Gypsy Cafe's main-street eclectica in Sebastopol

click to enlarge RESCUED RUSTIC Repurposed materials abound inside Shawn E. Hall's downtown hotspot.
  • RESCUED RUSTIC Repurposed materials abound inside Shawn E. Hall's downtown hotspot.

A few years ago, restaurant designer Shawn E. Hall was hired to rebuild the Pine Cone, Sebastopol's longstanding diner, which had served up eggs and hash to the community for almost half a century. After gutting the interior, exposing the original brick and beams, and installing a new kitchen, Hall agreed to help find a new owner for the space.

"Designing a restaurant is like giving birth to a child and then giving it away," Hall tells me on a recent morning. "I get into a space and I find its bones and I bring it to life. So I decided it might be fun to actually have my own restaurant."

And that's how Hall, designer of 35 restaurants, including Hopmonk and Willi's Wine Bar, found herself running Sebastopol's hippest diner, the Gypsy Cafe.

First, let's get one thing straight: all rhetorical nuances and political correctness aside, the "gypsy" refers not to the Roma people, but to Hall's eclectic flea-market-and-architectural-salvage aesthetic. "'Gypsy' is an attitude," says Hall, who's been re-purposing materials since "distressed" referred to someone's state of mind, not their shabby-chic end table.

In this, Gypsy Cafe is an homage to Hall's mother, Norma, an orphan who once made a dress out of her bedspread so she could go to the school dance, where her scalloped hem made her the belle of the ball. A self-taught designer, contractor and seamstress, and a single mother, Norma supported her daughter by renovating houses in exchange for rent.

"We lived in 13 houses in eight years," Hall tells me. "She was the first person I ever saw make a table out of a door." (Fittingly, Hall is likely the first person most have seen make an elegant table out of an old radiator grate.)

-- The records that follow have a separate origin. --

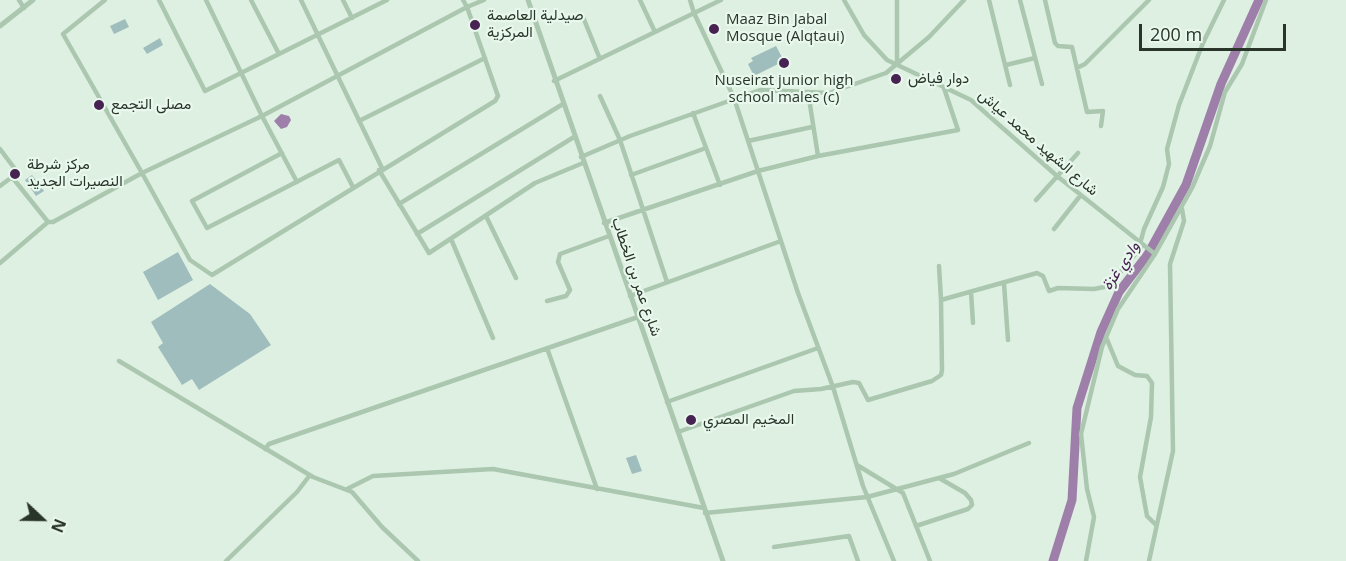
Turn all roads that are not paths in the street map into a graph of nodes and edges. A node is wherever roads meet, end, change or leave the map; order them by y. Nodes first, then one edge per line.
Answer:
1 (19, 0) edge
2 (33, 0) edge
3 (105, 0) edge
4 (159, 0) edge
5 (206, 0) edge
6 (251, 0) edge
7 (301, 0) edge
8 (344, 0) edge
9 (387, 0) edge
10 (463, 0) edge
11 (484, 0) edge
12 (528, 0) edge
13 (640, 0) edge
14 (690, 0) edge
15 (722, 0) edge
16 (844, 0) edge
17 (897, 0) edge
18 (964, 0) edge
19 (989, 0) edge
20 (1020, 0) edge
21 (1045, 0) edge
22 (1149, 0) edge
23 (1224, 0) edge
24 (1266, 0) edge
25 (467, 7) junction
26 (24, 9) junction
27 (694, 13) junction
28 (352, 18) junction
29 (583, 18) dead end
30 (0, 26) edge
31 (655, 32) junction
32 (318, 34) junction
33 (279, 52) junction
34 (485, 58) junction
35 (1035, 58) junction
36 (600, 59) junction
37 (897, 63) junction
38 (1006, 65) junction
39 (1077, 68) junction
40 (242, 71) junction
41 (338, 74) junction
42 (555, 81) junction
43 (1042, 84) dead end
44 (1010, 85) dead end
45 (944, 88) junction
46 (808, 92) junction
47 (600, 96) dead end
48 (734, 98) junction
49 (563, 104) junction
50 (693, 113) junction
51 (262, 116) junction
52 (359, 121) junction
53 (1101, 126) dead end
54 (812, 127) junction
55 (574, 137) junction
56 (620, 140) junction
57 (748, 141) junction
58 (706, 148) junction
59 (0, 149) edge
60 (282, 153) junction
61 (1078, 153) dead end
62 (818, 156) junction
63 (582, 160) junction
64 (381, 169) junction
65 (758, 171) junction
66 (142, 173) junction
67 (632, 175) junction
68 (1057, 176) junction
69 (12, 177) junction
70 (297, 182) junction
71 (720, 185) junction
72 (0, 186) edge
73 (353, 187) junction
74 (1080, 196) junction
75 (1036, 201) dead end
76 (399, 204) junction
77 (643, 209) junction
78 (1182, 209) junction
79 (486, 216) junction
80 (48, 222) junction
81 (604, 223) junction
82 (1054, 229) dead end
83 (417, 234) junction
84 (609, 236) junction
85 (451, 239) junction
86 (781, 241) junction
87 (1147, 249) junction
88 (0, 263) edge
89 (939, 266) dead end
90 (516, 278) dead end
91 (668, 282) junction
92 (1004, 283) junction
93 (971, 292) junction
94 (630, 296) junction
95 (941, 300) junction
96 (548, 301) dead end
97 (638, 317) junction
98 (973, 323) dead end
99 (1106, 337) junction
100 (493, 338) dead end
101 (1008, 340) dead end
102 (547, 348) junction
103 (819, 348) junction
104 (119, 361) dead end
105 (833, 387) junction
106 (667, 402) junction
107 (678, 432) junction
108 (1029, 443) dead end
109 (265, 449) junction
110 (857, 465) junction
111 (310, 475) junction
112 (939, 478) junction
113 (347, 489) junction
114 (597, 489) junction
115 (897, 489) junction
116 (867, 497) junction
117 (705, 510) junction
118 (1156, 525) junction
119 (916, 526) junction
120 (774, 547) dead end
121 (226, 561) edge
122 (418, 561) edge
123 (723, 561) edge
124 (858, 561) edge
125 (894, 561) edge
126 (930, 561) edge
127 (1086, 561) edge
128 (1149, 561) edge

1 - 26 street
2 - 26 street
3 - 66 street
4 - 40 street
5 - 40 street
6 - 33 street
7 - 32 street
8 - 28 street
9 - 28 street
10 - 25 street
11 - 25 street
12 - 42 street, شارع عمر بن الخطاب
13 - 31 street
14 - 27 street
15 - 27 street
16 - 37 street, شارع الشهيد محمد عياش
17 - 37 street
18 - 37 street
19 - 38 street
20 - 35 street
21 - 39 street
22 - 39 street
23 - 87 street
24 - 78 street
25 - 34 street
25 - 41 street
26 - 30 street
27 - 31 street
27 - 48 street
28 - 32 street
29 - 36 street
31 - 36 street
32 - 33 street
32 - 41 street
33 - 40 street
34 - 52 street
34 - 64 street
35 - 38 street
35 - 43 street
36 - 42 street
37 - 45 street, شارع الشهيد محمد عياش
37 - 46 street
38 - 44 street
39 - 53 street
40 - 51 street
41 - 51 street
41 - 52 street
42 - 49 street, شارع عمر بن الخطاب
45 - 62 street
45 - 68 street, شارع الشهيد محمد عياش
46 - 48 street
46 - 54 street
47 - 56 street
48 - 50 street
48 - 57 street
49 - 55 street, شارع عمر بن الخطاب
49 - 76 street
50 - 56 street
50 - 58 street
51 - 60 street
51 - 66 street
52 - 64 street
54 - 57 street
54 - 62 street
55 - 63 street, شارع عمر بن الخطاب
55 - 83 street
56 - 63 street
56 - 67 street
57 - 65 street
58 - 67 street
58 - 71 street
59 - 69 street
60 - 70 street
60 - 70 street
61 - 68 street
62 - 65 street
63 - 79 street
63 - 81 street, شارع عمر بن الخطاب
64 - 73 street
64 - 76 street
65 - 71 street
65 - 86 street
66 - 73 street
66 - 80 street
67 - 77 street
68 - 74 street, شارع الشهيد محمد عياش
68 - 75 street
69 - 72 street
69 - 80 street
70 - 73 street
71 - 77 street
74 - 82 street
74 - 87 street, شارع الشهيد محمد عياش
76 - 83 street
77 - 81 street
77 - 91 street
78 - 87 street
78 - 118 street
79 - 85 street
79 - 90 street
80 - 88 street
81 - 84 street, شارع عمر بن الخطاب
83 - 85 street
84 - 94 street, شارع عمر بن الخطاب
84 - 96 street
85 - 100 street
86 - 91 street
86 - 103 street
87 - 92 street
87 - 99 street
89 - 95 street
91 - 94 street
92 - 93 street
92 - 101 street
93 - 95 street
93 - 98 street
94 - 97 street, شارع عمر بن الخطاب
95 - 105 street
97 - 102 street
97 - 106 street, شارع عمر بن الخطاب
99 - 118 street
99 - 127 street
102 - 109 street
102 - 114 street
103 - 105 street
103 - 106 street
104 - 109 street
105 - 107 street
105 - 110 street
106 - 107 street, شارع عمر بن الخطاب
107 - 117 street, شارع عمر بن الخطاب
108 - 112 street
109 - 111 street
110 - 115 street
110 - 116 street
111 - 113 street
111 - 121 street
112 - 115 street
112 - 119 street
113 - 114 street
113 - 122 street
114 - 117 street
115 - 116 street
115 - 119 street
116 - 117 street
116 - 125 street
117 - 123 street, شارع عمر بن الخطاب
118 - 128 street
119 - 126 street
120 - 124 street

A native of Missouri, Hall earned a degree in environmental studies from UC Santa Cruz. The first restaurant she designed was a Jamaican joint called Miss Pearl's Jam House in San Francisco, where she lived for 20 years. "I wanted to make it as authentic as possible," says Hall, who loves to uncover the intrinsic beauty of a space. "So I went to Jamaica."

Remnants of her wanderlust can be seen all over the walls of the Main Street Sebastopol cafe, hung with old signage, blown-up photographs (a Jamaican fruit stand, a Moroccan egg cart), and gathered antiques—boxing gloves, a transistor radio, even a turquoise kiddie T-Bird.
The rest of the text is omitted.